Parameterized uncertainty modeling applied to the oxygen control of neonates with lung disease

Abstract

[ACCESS RESTRICTED TO THE UNIVERSITY OF MISSOURI AT AUTHOR'S REQUEST.] Premature infants born in a hospital's Neonatal Intensive Care Unit (NICU) commonly have underdeveloped lungs which is a cause of Respiratory Distress Syndrome (RDS). In this instance the child must be placed on an assisted breathing apparatus. A mechanical ventilation or increased inspired oxygen assists the neonate's ability to maintain healthy blood oxygen levels. For prematurely born infants, a desired range of 85%-92% blood oxygen saturation is healthiest.
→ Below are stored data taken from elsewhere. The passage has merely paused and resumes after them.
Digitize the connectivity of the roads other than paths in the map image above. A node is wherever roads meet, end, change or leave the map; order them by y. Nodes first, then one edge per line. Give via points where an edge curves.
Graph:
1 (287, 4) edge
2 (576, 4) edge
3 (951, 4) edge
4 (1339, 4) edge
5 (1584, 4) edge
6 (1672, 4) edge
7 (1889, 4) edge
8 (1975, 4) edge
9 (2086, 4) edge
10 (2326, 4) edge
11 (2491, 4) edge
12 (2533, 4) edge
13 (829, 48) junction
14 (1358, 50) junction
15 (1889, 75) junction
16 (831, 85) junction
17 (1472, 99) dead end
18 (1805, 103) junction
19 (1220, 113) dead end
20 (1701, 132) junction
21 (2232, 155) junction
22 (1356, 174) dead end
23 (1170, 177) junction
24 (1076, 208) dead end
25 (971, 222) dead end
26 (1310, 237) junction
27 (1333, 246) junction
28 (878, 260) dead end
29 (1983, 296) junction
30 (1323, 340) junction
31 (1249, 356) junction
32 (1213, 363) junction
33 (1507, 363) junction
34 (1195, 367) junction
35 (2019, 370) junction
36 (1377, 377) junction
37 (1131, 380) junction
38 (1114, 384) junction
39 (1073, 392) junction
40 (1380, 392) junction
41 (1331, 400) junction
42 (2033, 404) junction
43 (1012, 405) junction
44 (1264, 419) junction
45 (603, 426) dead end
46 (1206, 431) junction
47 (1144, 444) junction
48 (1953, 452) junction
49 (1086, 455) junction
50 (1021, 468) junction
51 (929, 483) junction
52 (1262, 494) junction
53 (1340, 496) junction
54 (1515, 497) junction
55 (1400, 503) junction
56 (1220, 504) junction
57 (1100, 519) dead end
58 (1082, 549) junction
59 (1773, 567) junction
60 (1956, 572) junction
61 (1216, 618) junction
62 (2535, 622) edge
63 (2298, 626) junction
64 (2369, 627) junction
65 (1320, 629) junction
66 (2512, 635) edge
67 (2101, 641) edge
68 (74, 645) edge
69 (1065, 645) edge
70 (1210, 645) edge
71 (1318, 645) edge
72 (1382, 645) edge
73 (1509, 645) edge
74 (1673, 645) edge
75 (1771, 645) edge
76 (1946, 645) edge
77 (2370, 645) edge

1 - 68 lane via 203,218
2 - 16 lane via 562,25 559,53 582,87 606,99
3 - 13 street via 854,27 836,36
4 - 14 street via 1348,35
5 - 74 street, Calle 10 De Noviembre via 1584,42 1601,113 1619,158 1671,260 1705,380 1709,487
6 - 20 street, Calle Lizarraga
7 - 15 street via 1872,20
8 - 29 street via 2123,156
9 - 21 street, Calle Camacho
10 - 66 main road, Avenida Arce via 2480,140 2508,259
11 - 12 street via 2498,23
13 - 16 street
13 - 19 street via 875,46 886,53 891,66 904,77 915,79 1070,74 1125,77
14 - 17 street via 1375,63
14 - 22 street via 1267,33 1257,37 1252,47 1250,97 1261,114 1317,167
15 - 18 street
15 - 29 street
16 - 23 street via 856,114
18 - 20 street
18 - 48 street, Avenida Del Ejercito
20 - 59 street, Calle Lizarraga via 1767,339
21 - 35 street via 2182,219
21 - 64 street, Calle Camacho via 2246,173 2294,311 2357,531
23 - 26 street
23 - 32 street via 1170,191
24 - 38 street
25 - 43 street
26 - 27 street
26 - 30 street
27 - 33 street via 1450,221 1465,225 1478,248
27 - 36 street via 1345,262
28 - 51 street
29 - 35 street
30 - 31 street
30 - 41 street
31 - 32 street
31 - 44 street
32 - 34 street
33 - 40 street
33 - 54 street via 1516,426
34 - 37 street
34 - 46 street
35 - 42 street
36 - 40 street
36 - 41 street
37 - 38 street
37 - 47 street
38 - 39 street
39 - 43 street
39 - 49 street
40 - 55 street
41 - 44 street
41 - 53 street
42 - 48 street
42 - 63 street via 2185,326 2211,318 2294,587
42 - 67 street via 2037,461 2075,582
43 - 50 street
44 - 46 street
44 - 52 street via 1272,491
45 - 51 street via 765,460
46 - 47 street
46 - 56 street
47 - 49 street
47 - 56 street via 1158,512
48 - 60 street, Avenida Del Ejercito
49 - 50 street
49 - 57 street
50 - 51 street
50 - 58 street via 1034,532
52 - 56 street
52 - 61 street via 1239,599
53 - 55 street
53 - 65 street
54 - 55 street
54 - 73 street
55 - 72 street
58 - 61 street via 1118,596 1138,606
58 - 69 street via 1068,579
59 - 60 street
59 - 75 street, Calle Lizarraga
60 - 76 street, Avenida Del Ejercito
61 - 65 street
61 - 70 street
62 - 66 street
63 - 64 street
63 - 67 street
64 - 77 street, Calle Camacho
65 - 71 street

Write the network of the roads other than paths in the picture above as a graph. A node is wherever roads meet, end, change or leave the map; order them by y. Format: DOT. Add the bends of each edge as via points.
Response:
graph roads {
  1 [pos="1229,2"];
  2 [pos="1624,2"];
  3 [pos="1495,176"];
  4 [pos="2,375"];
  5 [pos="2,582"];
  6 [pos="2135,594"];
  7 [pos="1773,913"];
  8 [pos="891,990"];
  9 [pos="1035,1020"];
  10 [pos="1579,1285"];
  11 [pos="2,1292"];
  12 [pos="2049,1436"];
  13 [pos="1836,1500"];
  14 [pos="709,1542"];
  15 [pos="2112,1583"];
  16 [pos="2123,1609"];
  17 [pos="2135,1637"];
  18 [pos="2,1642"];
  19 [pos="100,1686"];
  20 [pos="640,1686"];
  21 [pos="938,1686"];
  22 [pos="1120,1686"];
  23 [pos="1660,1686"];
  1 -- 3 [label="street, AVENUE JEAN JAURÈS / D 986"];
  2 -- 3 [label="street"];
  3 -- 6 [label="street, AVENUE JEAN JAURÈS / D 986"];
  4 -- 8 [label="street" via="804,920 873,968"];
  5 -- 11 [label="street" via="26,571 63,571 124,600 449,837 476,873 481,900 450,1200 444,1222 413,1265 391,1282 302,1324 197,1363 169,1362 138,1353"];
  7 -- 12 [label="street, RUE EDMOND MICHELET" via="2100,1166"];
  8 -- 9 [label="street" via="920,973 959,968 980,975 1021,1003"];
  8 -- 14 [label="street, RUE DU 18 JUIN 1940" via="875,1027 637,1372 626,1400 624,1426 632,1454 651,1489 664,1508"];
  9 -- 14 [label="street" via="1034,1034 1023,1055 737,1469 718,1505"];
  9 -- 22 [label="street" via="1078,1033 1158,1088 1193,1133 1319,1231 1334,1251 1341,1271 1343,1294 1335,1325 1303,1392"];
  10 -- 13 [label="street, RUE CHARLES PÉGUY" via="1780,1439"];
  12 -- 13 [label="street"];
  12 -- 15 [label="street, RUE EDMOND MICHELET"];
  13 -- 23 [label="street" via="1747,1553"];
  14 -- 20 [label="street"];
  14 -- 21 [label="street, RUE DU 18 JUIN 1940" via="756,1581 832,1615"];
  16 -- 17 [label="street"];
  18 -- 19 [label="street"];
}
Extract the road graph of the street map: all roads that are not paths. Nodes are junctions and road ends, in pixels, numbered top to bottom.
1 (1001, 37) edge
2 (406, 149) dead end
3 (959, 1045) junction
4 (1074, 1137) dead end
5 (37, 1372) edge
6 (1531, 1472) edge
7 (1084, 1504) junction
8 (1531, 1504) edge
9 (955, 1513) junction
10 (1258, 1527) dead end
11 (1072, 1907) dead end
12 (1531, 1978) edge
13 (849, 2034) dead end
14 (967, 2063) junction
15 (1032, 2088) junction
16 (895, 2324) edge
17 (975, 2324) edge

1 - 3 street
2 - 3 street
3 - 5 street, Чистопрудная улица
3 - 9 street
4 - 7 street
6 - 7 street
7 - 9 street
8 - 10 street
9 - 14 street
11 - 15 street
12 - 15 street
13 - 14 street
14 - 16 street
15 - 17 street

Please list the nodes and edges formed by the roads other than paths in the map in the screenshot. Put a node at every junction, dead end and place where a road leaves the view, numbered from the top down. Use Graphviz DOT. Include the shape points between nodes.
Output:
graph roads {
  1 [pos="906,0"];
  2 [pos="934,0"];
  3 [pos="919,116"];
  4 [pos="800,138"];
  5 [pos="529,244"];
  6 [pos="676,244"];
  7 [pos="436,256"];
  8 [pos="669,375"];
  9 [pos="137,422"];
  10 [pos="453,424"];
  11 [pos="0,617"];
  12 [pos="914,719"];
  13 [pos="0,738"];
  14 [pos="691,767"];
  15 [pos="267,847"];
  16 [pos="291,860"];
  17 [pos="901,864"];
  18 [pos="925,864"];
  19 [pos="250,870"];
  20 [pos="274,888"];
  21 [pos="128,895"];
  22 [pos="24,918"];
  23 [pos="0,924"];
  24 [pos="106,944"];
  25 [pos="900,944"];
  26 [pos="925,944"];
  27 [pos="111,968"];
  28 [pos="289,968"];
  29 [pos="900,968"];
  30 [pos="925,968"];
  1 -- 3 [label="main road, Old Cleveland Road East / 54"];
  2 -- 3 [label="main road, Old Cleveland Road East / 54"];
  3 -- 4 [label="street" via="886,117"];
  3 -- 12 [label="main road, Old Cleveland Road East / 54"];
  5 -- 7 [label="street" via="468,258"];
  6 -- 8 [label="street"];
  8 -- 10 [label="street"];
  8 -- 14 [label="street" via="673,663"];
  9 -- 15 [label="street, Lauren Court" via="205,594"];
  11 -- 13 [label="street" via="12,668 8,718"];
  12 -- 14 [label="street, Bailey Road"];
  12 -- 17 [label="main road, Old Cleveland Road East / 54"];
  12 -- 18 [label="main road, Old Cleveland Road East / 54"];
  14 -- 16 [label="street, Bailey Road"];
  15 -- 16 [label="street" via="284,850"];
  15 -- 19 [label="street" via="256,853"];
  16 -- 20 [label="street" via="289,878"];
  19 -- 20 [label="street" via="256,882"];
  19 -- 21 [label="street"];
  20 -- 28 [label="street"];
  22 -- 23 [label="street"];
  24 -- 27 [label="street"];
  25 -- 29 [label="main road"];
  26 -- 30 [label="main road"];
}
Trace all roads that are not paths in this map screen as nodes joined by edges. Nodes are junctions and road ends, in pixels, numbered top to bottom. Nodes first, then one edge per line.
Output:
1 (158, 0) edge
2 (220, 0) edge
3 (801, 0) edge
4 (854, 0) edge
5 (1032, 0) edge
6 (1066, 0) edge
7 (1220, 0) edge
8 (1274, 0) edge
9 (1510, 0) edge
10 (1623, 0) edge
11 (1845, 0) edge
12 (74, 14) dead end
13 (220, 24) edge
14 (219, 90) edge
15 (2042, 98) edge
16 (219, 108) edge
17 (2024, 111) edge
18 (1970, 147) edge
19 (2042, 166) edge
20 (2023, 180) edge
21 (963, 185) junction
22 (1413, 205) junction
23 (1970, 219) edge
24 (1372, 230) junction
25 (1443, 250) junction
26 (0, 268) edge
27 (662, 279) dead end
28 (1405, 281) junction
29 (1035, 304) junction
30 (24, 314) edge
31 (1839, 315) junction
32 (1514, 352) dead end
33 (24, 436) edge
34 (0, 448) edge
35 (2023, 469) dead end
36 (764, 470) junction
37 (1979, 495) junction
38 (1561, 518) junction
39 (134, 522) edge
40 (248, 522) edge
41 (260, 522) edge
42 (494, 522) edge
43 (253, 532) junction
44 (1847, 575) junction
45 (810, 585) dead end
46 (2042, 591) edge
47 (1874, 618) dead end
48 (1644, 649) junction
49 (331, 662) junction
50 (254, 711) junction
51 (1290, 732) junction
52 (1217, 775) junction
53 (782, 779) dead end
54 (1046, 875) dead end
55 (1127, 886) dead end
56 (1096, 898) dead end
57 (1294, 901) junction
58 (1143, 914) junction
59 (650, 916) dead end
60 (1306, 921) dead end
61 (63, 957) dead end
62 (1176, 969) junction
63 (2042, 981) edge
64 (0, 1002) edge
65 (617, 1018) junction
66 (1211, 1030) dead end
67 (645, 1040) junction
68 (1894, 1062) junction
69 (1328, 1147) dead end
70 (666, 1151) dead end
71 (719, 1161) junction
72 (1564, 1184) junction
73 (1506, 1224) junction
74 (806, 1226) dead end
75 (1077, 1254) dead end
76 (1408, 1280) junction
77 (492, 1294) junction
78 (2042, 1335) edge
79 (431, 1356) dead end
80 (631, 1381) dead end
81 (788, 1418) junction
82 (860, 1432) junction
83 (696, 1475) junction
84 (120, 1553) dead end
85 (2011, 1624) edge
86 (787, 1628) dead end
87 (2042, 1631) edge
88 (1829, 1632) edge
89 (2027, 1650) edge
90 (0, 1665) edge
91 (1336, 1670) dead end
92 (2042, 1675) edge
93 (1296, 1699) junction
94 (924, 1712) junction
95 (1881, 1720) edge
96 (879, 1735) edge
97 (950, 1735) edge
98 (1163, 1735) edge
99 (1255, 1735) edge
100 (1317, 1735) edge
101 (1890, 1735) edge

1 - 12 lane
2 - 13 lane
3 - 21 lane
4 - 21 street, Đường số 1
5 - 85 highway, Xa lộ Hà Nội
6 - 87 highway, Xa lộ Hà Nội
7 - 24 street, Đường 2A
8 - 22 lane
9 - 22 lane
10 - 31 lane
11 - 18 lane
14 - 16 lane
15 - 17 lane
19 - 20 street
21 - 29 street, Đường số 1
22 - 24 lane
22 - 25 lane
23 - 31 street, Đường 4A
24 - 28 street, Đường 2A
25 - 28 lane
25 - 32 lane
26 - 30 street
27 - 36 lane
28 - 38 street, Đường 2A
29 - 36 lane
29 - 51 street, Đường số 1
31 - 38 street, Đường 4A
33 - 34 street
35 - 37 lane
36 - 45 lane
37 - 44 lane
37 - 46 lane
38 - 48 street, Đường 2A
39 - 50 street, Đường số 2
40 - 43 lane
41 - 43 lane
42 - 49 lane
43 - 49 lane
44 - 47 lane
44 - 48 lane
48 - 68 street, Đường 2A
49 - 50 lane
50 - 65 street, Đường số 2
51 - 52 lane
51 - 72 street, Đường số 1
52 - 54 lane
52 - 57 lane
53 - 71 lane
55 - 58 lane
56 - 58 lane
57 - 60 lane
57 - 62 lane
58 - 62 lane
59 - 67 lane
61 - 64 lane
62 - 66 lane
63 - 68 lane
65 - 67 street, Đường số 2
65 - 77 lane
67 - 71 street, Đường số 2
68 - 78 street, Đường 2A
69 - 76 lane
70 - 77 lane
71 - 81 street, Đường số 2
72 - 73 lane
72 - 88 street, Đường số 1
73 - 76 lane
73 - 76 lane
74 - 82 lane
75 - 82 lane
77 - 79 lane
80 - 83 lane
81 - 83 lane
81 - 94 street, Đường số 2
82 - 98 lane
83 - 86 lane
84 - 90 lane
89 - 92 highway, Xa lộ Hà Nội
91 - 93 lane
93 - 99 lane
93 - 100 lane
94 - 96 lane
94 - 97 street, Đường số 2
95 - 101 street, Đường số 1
Current methods of regulating blood saturation levels are through manual regulation by human interaction. A nurse in the NICU must be on hand to closely monitor vital signs of the infant and manually adjust the percentage of inspired oxygen accordingly. An automatic oxygen control system could yield higher accuracy and increased reliability and security while simultaneously reducing the workload of nurses in the NICU. Clinical data of saturation rates of neonates has been collected and parameterized into first order, frequency-based transfer functions. The parameters of the systems are: DC Gain, Time Constant, and Time Delay. Each oxygen saturation event has its own values to the parameters. Using a genetic algorithm, a lower dimension uncertainty model can be optimized to the spectrum of parameters, representing the variable range of oxygen saturation rates. The model of the transfer functions' coefficients is used to resample a set of data dependent on the original data's density. The lower dimensional parameterization and the increased sample size lowers the model uncertainty, and for which a less conservative controller can designed to robustly and accurately regulate the blood oxygen level of premature infants.